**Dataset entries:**
========
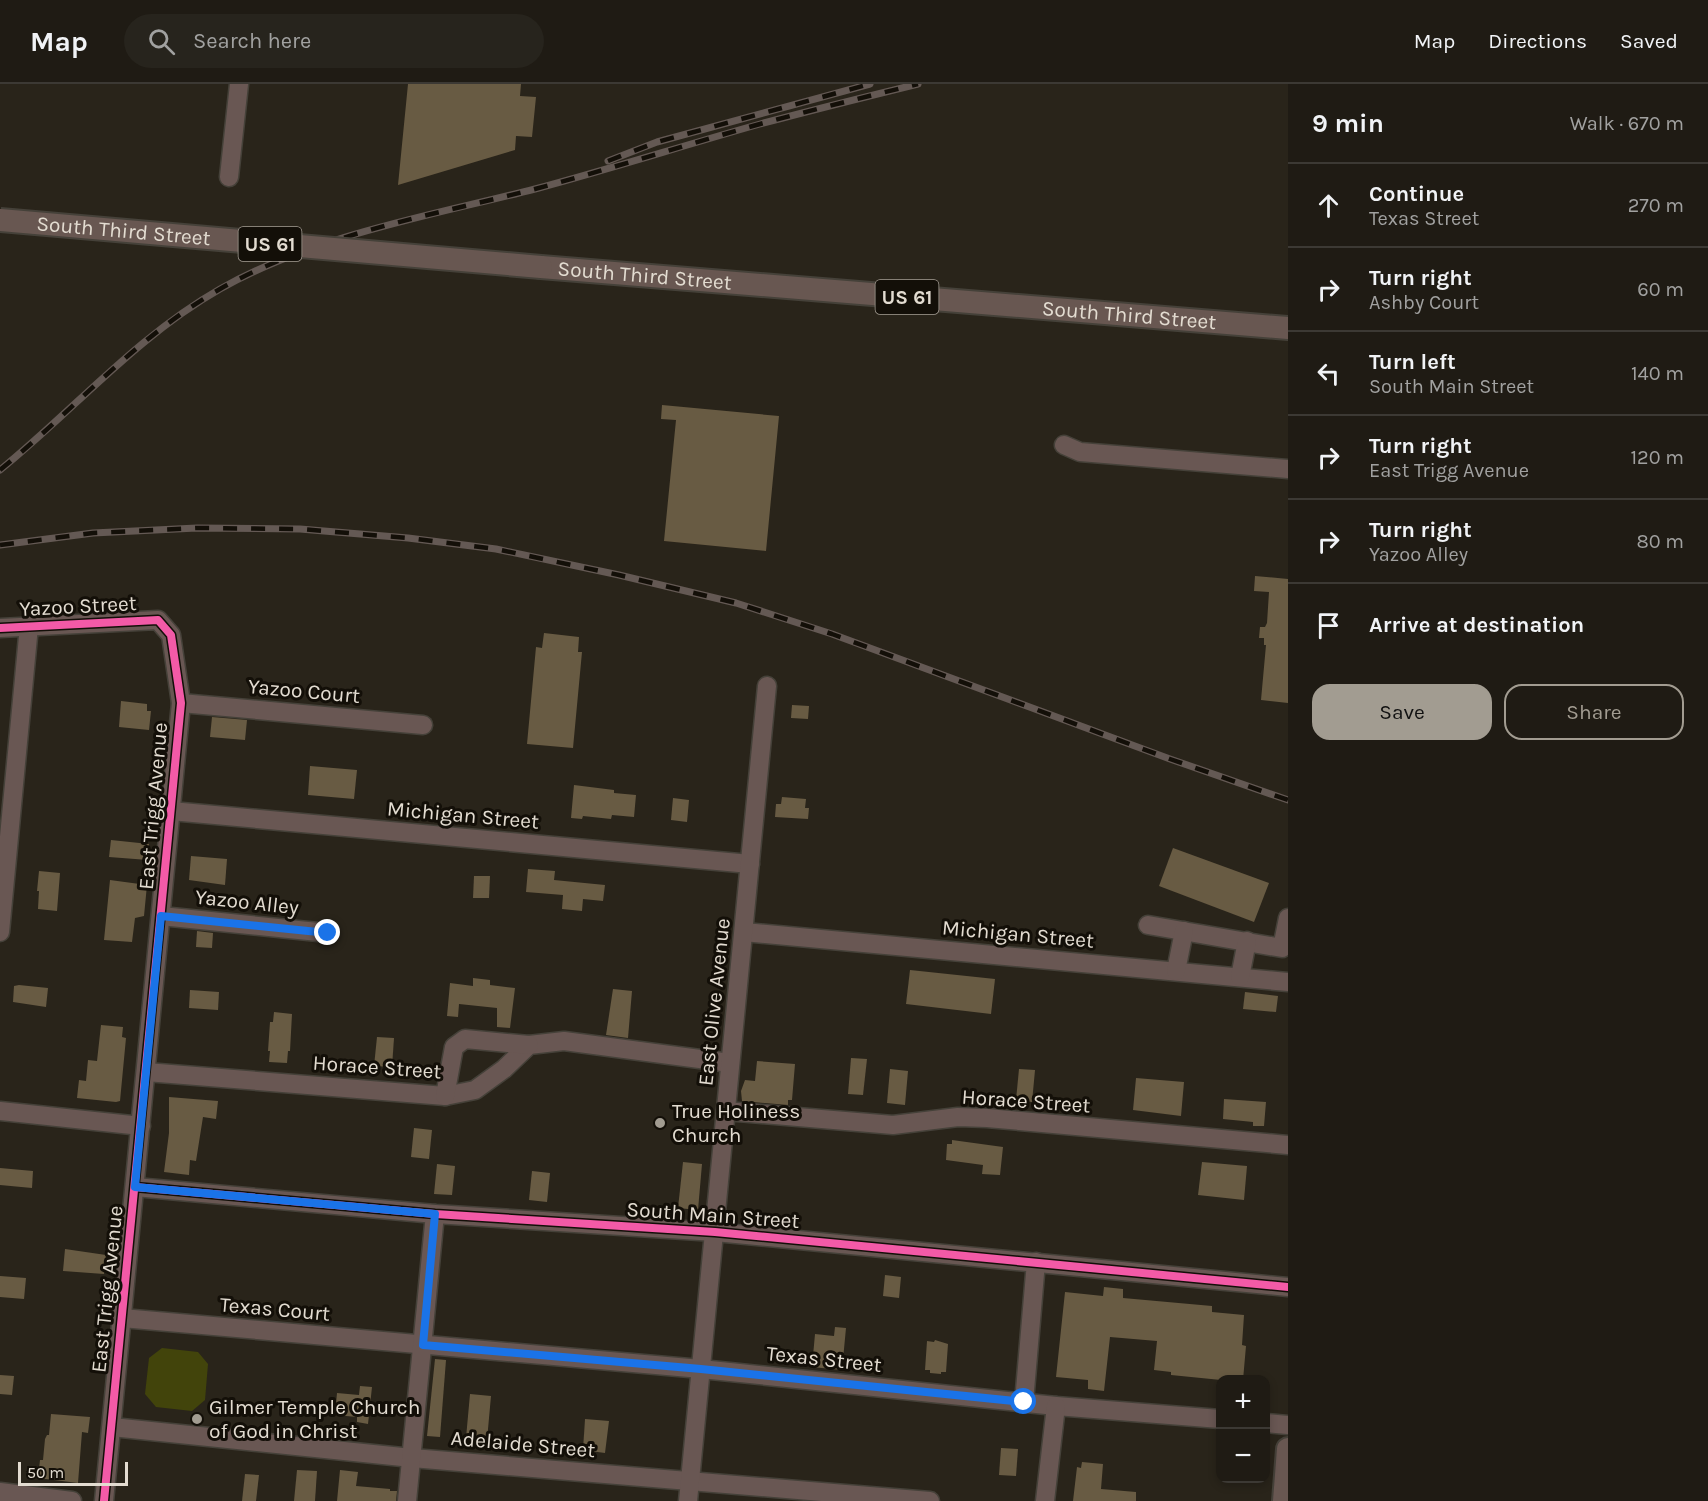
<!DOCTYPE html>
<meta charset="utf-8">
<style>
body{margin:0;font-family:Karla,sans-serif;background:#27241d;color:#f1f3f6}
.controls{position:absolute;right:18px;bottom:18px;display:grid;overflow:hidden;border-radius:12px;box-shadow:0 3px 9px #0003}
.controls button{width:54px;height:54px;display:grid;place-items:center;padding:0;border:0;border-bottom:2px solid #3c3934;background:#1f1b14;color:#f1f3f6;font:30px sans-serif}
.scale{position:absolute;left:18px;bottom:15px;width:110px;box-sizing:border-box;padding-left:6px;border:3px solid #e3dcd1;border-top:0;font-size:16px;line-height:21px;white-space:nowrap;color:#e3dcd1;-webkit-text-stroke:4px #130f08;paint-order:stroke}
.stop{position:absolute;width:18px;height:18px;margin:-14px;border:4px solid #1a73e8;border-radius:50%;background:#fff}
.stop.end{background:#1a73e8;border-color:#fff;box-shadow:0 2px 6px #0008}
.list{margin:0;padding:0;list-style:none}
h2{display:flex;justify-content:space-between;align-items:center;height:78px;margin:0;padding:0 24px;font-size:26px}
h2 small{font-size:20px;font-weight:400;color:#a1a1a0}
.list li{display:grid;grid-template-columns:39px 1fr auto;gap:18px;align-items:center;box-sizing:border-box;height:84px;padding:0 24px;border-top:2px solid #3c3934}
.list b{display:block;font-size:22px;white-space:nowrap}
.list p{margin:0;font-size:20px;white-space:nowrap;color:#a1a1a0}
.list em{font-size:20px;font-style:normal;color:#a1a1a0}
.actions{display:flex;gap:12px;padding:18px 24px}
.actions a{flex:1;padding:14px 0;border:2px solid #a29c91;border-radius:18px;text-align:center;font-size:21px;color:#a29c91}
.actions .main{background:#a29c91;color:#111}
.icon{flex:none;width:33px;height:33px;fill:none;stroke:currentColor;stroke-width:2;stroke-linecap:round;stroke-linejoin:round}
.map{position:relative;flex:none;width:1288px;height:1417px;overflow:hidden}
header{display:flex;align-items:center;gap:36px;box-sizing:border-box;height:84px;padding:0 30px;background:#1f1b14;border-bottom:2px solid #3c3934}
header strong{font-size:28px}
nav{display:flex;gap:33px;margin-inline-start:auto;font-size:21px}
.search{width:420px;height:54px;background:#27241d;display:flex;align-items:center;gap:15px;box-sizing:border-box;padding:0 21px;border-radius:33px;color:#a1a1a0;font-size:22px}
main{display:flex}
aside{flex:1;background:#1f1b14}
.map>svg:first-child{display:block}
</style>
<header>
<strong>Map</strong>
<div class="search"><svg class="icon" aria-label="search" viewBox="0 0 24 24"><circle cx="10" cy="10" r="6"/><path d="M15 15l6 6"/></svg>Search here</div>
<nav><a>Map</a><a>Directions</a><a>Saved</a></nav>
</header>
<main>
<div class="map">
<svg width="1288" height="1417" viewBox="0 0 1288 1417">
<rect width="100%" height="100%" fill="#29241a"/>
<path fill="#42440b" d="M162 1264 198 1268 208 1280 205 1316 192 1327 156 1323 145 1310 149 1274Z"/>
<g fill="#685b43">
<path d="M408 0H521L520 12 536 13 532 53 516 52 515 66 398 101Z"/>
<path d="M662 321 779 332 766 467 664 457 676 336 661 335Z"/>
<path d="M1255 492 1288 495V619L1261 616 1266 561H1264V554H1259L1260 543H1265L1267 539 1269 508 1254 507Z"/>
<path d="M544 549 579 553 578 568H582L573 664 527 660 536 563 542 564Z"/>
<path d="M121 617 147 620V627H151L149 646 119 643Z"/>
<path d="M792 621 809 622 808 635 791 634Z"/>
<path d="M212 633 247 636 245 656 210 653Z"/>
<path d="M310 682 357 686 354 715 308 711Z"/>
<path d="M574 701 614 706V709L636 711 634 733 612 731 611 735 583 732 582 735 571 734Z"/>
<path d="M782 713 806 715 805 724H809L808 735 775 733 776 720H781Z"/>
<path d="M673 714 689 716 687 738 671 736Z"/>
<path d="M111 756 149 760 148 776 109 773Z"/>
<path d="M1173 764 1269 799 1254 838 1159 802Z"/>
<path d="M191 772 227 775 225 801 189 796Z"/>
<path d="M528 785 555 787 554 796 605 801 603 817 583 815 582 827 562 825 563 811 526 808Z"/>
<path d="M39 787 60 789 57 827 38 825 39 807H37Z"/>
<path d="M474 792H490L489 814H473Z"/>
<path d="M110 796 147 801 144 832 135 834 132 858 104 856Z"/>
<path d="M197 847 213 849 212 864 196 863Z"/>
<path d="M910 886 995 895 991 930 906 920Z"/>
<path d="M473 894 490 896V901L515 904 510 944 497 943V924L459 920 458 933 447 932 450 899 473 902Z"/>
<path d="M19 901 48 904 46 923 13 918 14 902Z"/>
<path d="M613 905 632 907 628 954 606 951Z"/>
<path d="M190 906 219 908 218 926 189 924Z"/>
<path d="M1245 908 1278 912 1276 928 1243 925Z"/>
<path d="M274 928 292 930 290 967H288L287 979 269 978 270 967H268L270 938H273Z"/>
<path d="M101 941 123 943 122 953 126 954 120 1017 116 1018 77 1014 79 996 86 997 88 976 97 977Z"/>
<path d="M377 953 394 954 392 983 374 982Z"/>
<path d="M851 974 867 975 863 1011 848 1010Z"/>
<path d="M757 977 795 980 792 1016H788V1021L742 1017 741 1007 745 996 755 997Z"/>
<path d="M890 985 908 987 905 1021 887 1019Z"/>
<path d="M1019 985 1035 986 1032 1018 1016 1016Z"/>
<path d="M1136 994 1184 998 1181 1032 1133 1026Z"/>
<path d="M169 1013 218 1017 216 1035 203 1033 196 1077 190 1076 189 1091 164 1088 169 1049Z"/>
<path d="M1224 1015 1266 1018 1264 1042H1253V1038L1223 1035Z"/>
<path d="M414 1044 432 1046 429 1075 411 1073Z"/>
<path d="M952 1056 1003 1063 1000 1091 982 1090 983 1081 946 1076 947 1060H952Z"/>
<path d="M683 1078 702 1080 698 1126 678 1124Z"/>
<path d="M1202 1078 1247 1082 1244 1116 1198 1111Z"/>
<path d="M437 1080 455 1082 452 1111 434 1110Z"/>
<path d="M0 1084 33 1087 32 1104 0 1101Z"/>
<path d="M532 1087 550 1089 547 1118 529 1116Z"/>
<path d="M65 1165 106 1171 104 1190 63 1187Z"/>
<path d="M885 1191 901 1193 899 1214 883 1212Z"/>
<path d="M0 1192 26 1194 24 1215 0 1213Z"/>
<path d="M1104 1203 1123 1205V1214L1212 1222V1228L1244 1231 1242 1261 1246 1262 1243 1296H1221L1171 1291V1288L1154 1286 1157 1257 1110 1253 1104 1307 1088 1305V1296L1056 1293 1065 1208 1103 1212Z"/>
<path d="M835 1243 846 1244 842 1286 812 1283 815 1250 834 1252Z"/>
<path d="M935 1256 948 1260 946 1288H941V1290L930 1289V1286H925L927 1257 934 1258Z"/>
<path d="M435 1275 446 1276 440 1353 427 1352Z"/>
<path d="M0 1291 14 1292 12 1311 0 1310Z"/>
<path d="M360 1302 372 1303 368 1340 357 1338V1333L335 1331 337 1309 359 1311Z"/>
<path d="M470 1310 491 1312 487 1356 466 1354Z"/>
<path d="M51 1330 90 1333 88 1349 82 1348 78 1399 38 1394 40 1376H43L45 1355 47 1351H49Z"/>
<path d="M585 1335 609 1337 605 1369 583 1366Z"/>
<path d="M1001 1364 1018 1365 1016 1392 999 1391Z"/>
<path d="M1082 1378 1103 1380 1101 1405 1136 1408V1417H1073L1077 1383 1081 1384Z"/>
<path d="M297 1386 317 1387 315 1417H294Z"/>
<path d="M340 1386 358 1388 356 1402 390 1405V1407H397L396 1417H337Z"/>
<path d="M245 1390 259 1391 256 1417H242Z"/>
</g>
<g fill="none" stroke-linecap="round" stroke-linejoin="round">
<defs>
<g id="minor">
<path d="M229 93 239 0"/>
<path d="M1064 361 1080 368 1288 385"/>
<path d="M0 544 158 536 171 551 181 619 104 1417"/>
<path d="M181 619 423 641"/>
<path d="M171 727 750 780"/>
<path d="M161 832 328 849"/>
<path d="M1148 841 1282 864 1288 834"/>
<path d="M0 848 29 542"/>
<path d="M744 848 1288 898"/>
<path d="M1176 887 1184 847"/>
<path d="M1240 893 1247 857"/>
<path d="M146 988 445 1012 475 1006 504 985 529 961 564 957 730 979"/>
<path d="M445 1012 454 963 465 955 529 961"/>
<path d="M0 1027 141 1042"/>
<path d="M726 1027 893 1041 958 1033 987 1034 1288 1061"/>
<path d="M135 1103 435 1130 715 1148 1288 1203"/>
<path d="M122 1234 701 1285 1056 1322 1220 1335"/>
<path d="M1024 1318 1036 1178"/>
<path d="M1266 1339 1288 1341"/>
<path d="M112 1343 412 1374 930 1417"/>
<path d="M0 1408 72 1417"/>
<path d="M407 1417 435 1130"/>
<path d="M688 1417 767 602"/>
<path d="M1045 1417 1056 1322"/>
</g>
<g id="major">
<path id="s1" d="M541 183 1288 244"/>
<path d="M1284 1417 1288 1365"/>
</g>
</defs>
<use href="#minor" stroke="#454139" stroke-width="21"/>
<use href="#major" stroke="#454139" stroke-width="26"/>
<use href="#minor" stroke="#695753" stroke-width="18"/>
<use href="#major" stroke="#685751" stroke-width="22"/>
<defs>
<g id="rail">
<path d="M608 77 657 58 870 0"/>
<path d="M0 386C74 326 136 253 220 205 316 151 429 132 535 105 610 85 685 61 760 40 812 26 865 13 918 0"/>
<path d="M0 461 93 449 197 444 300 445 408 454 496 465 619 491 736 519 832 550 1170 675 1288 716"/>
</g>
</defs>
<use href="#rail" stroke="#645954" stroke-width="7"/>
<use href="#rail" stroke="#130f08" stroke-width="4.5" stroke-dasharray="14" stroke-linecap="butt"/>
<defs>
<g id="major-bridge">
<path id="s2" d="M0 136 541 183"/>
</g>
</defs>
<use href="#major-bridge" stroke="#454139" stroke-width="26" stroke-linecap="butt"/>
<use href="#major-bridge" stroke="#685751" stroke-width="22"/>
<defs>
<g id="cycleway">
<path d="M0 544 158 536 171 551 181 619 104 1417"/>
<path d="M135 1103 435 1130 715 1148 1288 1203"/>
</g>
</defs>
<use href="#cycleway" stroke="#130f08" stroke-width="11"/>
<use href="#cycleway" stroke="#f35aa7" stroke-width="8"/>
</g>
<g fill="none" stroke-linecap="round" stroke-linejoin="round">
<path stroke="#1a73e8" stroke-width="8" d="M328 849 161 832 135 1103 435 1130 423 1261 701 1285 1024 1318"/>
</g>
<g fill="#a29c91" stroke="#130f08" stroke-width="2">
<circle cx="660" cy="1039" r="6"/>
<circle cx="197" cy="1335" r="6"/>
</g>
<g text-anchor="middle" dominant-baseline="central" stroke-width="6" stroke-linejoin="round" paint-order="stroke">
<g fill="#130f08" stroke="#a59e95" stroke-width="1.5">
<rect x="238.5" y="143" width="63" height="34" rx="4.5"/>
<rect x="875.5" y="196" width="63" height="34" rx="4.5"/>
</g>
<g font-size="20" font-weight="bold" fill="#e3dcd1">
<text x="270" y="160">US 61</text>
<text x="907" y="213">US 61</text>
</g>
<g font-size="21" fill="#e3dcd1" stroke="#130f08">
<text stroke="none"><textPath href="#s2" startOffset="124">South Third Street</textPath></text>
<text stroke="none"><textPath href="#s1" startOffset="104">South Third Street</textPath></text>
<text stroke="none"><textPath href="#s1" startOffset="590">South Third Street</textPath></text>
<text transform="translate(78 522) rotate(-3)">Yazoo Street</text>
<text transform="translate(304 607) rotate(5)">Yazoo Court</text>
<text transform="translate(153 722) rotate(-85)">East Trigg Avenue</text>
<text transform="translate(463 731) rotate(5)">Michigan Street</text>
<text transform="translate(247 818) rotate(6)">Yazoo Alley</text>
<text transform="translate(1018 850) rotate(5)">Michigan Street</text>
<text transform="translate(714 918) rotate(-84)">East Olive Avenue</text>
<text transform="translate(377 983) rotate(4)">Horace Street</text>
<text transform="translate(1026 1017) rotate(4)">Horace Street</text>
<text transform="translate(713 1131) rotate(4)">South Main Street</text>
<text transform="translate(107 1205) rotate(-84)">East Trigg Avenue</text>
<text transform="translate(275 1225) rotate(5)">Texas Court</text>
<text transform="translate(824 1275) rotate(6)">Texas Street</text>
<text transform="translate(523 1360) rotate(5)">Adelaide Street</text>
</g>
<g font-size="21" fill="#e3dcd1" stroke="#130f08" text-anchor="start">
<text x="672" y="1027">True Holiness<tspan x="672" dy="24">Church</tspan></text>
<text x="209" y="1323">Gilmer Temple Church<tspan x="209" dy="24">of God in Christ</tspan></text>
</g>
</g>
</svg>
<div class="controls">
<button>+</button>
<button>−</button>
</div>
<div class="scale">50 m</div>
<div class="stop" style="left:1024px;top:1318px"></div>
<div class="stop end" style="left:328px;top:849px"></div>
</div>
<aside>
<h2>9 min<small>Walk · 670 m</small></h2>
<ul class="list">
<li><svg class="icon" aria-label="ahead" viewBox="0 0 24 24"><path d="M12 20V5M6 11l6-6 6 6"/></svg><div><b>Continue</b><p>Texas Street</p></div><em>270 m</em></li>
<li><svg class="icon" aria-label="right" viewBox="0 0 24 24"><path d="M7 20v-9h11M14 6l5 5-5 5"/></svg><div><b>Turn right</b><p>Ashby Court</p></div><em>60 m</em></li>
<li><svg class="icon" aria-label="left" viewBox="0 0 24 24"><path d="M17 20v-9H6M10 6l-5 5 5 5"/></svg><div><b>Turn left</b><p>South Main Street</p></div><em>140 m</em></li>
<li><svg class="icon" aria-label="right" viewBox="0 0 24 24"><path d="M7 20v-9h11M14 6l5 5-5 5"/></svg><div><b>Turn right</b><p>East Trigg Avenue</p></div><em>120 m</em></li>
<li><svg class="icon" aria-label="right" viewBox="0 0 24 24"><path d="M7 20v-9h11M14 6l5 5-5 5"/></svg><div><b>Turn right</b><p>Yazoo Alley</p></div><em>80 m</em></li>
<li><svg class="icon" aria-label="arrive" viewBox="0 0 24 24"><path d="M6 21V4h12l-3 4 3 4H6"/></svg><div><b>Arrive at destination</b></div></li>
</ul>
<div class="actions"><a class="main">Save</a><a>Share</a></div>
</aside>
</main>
========
**What needs to be done:**
Please filter the data down to the lines containing the word "shadow".

**Exercise result:**
.controls{position:absolute;right:18px;bottom:18px;display:grid;overflow:hidden;border-radius:12px;box-shadow:0 3px 9px #0003}
.stop.end{background:#1a73e8;border-color:#fff;box-shadow:0 2px 6px #0008}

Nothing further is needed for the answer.